Militer à la CGT n’a jamais été une sinécure. De tout temps, patronat et gouvernement se sont évertués à étouffer les revendications, par la répression des militants et des syndiqués. Mais il n’aura échappé à personne que depuis quelques temps cette politique rétrograde progresse.
Sous le règne socialiste, des poursuites judiciaires ont notamment frappé des militants de Goodyear et d’Air France, tandis que dans les manifestations contre la loi El Khomri, les forces policières multipliaient actes violents, fouilles et arrestations, tout en laissant le champ libre aux « casseurs ».
Un petit coup d’œil au passé n’est donc pas superflu, histoire de voir comment nos prédécesseurs ont résisté à ces assauts.
Face aux briseurs de grève
Dans ses jeunes années, la CGT s’est heurtée à l’armée, mobilisée pour briser grèves et manifestations. Ainsi, le radical Clémenceau, le « premier flic de France » qui fascine tant notre premier ministre, est comptable du décès de seize grévistes entre 1906 et 1909. En réponse, la CGT mit sur pied un service d’ordre pour garantir la sécurité des manifestants et évacuer les « provocateurs ».
Le patronat n’hésite pas de son côté à congédier les salariés. Par exemple, l’échec de la grève du 30 novembre 1938 contre la casse des conquis du Front populaire, s’est traduit par le renvoi de 800 000 ouvriers – près de 10 % de la population ouvrière ! – et un réembauchage écartant les militants : en janvier 1939, 15 000 d’entre eux sont toujours sans emploi ! Une vaste campagne de solidarité financière et matérielle s’engagea pour limiter les dégâts.
Passons sur l’exclusion des militants communistes de la CGT et sur la répression féroce qui a visé la Résistance à l’occupant et au régime de Vichy.
Les années chaudes de la guerre froide
Dans les années cinquante, la CGT paie son engagement pacifiste. En mai 1952, une manifestation contre la venue à Paris du général américain Ridgway dégénère. Alain Le Léap, secrétaire général de la CGT, est emprisonné dix mois durant, et Benoît Frachon est contraint à la clandestinité. Les actions contre la guerre d’Indochine ou d’Algérie sont aussi émaillées de condamnations – Henri Martin et Raymonde Dien par exemple – et de victimes : sept morts le 14 juillet 1953, neuf morts le 8 février 1962. La solidarité, l’unité avec la population et les autres organisations syndicales et progressistes, en bref le rapport de forces, furent les réponses apportées par la CGT.
Résister à l’entreprise
Discriminations salariales et de carrière, sanctions disciplinaires, pressions morales, licenciements abusifs : autant de méthodes dont le patronat a usé de toute temps. Certaines entreprises sont même allées plus loin, notamment dans l’automobile, en finançant des syndicats « maison » (comme la CFT-CSL) et des milices privées. Une campagne opiniâtre de la CGT et le recours à la clandestinité ont permit de triompher de cette stratégie patronale, notamment lors du « Printemps de la dignité » chez Citroën en 1982.

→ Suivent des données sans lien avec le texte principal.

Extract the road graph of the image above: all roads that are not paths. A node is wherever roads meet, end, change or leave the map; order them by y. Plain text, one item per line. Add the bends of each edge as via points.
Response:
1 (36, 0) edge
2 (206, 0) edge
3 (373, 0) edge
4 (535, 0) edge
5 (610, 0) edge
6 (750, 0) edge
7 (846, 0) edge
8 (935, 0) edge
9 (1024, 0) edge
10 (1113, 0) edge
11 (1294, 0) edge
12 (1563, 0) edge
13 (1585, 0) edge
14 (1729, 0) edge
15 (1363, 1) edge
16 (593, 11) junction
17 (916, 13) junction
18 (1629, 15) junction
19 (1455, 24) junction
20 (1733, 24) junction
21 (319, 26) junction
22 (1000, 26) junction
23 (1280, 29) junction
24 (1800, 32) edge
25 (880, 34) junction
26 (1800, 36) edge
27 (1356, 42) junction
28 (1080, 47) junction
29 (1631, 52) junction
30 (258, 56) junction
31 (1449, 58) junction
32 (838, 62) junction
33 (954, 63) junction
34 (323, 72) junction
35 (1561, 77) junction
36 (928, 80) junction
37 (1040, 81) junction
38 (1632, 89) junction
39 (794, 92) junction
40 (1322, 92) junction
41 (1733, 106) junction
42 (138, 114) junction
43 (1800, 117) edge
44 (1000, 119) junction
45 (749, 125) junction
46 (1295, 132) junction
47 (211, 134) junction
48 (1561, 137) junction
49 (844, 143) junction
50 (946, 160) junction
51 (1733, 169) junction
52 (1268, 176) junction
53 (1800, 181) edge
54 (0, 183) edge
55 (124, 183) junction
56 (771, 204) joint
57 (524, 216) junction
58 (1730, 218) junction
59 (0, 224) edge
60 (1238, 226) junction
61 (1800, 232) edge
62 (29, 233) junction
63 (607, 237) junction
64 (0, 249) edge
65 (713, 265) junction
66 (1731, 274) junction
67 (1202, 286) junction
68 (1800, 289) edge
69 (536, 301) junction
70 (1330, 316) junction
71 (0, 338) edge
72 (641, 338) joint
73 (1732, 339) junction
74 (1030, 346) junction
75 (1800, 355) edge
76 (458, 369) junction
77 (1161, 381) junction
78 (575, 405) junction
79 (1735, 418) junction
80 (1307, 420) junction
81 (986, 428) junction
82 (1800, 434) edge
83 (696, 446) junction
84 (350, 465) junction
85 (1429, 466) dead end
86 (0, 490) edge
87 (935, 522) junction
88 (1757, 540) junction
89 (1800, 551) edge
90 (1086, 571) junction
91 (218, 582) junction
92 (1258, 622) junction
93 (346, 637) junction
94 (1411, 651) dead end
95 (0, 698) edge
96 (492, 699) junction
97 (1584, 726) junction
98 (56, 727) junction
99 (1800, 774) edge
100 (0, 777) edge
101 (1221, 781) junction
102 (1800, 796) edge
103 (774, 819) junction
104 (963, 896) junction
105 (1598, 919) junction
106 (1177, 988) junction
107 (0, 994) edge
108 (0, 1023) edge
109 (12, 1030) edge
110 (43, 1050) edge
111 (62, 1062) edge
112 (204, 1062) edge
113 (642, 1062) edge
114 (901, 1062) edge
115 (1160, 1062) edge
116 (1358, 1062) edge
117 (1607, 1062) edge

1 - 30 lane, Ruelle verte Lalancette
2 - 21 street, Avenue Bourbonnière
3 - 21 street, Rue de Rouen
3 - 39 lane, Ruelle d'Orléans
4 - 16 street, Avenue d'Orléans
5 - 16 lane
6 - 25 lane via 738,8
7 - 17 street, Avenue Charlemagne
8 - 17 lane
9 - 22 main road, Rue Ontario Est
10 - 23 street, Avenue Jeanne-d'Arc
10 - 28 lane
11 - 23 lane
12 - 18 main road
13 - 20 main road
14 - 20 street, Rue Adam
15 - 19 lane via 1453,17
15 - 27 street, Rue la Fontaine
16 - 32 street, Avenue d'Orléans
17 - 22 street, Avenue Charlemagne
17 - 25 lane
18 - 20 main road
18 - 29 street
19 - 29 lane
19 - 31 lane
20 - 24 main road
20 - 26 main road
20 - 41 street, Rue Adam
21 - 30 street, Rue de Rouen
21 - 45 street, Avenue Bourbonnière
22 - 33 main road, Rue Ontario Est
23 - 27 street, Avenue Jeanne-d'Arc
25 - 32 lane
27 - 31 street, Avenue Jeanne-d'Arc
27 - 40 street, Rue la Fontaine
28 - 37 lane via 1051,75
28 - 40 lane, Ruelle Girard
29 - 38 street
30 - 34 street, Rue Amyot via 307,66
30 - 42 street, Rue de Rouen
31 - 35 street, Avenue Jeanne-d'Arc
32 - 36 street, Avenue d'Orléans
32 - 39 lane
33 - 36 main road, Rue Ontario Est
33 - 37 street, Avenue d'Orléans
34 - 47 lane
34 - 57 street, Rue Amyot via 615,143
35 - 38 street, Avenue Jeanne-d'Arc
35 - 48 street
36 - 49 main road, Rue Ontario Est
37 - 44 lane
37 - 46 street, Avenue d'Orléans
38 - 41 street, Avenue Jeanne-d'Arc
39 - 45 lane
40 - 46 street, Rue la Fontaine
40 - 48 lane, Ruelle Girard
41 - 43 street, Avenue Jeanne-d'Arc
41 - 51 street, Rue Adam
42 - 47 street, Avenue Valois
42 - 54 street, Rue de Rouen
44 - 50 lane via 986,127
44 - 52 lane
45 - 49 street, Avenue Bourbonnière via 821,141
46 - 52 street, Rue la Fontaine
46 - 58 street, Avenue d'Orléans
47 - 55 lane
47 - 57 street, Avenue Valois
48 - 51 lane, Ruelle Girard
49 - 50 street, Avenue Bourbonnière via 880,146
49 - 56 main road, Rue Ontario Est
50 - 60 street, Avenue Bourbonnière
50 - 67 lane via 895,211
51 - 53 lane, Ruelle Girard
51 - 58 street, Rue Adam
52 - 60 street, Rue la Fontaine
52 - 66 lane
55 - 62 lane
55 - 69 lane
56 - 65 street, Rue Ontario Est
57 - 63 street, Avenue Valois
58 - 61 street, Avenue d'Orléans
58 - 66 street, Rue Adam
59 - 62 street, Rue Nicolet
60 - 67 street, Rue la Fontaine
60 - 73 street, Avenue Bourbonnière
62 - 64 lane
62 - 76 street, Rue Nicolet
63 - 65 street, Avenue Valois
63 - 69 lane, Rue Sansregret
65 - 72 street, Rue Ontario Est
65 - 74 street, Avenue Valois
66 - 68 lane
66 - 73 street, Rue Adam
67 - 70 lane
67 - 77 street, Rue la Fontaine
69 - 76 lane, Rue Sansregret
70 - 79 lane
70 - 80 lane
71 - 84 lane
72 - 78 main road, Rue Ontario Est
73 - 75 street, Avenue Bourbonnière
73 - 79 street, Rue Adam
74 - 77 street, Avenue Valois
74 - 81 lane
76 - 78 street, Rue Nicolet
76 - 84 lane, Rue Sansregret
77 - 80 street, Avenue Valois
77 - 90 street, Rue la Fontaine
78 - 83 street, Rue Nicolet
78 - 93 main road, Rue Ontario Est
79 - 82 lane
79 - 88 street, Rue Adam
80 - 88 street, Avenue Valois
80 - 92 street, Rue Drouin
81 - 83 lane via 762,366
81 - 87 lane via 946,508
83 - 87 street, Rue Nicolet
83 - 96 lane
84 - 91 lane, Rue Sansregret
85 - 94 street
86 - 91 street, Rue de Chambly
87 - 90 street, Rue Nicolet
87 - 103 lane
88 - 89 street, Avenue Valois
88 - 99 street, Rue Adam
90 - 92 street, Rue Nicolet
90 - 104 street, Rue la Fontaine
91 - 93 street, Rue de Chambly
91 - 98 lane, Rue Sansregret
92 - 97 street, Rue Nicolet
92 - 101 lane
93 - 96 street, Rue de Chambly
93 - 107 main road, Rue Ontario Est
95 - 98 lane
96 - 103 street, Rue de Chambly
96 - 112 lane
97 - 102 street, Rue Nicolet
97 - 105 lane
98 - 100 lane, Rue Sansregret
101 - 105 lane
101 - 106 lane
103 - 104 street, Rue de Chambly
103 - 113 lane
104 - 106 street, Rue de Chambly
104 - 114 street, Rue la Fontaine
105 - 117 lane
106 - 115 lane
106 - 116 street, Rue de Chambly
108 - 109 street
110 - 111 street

Enfin, n’oublions pas les victoires judiciaires obtenues contre les discriminations syndicales avec la méthode élaborée à partir de 1995 par des militants de Peugeot Sochaux. Elle a mis un coup d’arrêt aux traditions répressives du patronat et permit de reconstituer la carrière de nombreux militants.
Face aux chausse-trapes du patronat et du gouvernement, les militants de la CGT n’ont pas toujours eu l’avantage. Mais l’histoire nous enseigne que la construction du rapport de forces, l’organisation, la solidarité et l’intelligence collective sont autant de ressources précieuses qu’il nous faut mobiliser. Sans compter.